» EXERCISE:
Whenever the word "their" turns up in a line below, that line should be copied.

» DATASET RECORDS:

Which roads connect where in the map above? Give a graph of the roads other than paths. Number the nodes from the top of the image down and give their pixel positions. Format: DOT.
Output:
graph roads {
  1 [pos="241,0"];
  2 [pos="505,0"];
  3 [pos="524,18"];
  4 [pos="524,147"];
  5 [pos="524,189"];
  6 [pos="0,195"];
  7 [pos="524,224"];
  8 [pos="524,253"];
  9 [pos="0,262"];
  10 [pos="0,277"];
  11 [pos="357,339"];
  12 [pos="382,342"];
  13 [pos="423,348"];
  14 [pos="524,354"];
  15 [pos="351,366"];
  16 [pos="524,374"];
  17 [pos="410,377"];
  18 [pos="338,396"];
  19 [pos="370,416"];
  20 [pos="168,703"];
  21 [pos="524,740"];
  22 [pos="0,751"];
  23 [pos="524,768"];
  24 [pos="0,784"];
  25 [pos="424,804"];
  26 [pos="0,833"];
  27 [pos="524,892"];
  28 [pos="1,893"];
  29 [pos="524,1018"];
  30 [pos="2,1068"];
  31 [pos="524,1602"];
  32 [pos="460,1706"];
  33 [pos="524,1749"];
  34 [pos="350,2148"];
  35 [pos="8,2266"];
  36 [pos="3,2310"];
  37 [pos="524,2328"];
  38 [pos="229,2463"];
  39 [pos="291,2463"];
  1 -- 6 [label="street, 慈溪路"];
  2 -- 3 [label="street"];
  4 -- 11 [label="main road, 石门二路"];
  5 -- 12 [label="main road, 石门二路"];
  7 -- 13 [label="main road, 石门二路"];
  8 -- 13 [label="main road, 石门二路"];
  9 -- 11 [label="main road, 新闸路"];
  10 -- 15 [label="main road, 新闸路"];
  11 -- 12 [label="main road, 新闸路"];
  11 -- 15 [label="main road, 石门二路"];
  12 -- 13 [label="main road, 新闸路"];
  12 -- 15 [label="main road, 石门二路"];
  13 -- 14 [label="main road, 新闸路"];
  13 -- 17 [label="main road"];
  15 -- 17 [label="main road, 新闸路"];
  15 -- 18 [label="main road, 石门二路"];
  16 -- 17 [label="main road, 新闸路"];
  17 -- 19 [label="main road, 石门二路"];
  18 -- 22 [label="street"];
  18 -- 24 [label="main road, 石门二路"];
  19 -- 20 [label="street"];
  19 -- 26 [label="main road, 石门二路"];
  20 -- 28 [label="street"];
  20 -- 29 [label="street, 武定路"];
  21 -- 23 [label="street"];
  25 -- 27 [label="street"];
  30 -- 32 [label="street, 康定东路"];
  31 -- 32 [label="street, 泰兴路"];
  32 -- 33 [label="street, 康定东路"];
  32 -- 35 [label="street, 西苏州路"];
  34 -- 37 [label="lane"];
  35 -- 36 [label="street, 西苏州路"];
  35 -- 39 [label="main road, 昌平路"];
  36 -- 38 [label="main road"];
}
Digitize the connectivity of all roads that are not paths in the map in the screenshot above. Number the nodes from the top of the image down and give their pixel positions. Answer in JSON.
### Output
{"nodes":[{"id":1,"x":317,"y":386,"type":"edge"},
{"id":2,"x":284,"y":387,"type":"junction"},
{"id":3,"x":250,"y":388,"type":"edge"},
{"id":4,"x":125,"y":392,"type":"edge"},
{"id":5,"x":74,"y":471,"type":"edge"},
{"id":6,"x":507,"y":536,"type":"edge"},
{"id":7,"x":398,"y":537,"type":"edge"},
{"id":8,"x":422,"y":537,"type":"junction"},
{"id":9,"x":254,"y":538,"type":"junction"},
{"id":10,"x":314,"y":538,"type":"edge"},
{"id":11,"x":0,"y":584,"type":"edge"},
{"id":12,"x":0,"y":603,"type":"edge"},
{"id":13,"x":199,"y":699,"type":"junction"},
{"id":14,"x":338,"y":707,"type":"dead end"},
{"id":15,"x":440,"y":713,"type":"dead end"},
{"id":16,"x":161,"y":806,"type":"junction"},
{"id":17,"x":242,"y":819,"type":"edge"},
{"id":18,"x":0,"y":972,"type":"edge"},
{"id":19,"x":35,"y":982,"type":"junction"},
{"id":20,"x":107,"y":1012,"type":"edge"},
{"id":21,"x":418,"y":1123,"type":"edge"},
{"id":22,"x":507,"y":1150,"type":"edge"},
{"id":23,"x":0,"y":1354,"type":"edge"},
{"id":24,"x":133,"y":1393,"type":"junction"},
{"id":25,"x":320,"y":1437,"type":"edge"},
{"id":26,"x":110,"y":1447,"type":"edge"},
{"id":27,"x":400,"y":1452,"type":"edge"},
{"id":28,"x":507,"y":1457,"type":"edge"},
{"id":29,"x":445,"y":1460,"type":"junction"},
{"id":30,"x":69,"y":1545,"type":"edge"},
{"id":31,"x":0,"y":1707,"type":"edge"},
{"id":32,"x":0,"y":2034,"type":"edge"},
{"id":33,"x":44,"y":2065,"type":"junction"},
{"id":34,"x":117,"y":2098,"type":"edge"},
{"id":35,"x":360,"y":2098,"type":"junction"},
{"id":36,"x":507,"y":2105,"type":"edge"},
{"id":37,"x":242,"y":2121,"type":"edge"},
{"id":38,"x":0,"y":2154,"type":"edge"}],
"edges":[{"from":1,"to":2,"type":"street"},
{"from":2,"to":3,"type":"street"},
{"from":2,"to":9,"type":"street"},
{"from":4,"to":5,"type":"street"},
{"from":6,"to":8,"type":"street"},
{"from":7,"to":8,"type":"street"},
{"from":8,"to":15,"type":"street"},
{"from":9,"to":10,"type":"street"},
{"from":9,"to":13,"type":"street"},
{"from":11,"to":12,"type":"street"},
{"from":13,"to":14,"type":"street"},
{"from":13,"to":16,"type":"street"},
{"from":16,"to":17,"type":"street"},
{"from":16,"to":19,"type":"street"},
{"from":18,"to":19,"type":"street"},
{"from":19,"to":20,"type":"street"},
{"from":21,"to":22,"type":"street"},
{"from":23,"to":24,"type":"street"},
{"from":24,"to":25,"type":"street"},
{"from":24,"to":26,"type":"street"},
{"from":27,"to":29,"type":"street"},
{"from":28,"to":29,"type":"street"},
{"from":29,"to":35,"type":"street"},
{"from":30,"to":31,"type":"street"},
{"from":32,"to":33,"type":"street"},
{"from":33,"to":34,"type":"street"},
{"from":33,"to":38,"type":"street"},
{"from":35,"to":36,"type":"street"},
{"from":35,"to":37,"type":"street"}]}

» REPLY TO THE EXERCISE:
Which roads connect where in the map above? Give a graph of the roads other than paths. Number the nodes from the top of the image down and give their pixel positions. Format: DOT.
Digitize the connectivity of all roads that are not paths in the map in the screenshot above. Number the nodes from the top of the image down and give their pixel positions. Answer in JSON.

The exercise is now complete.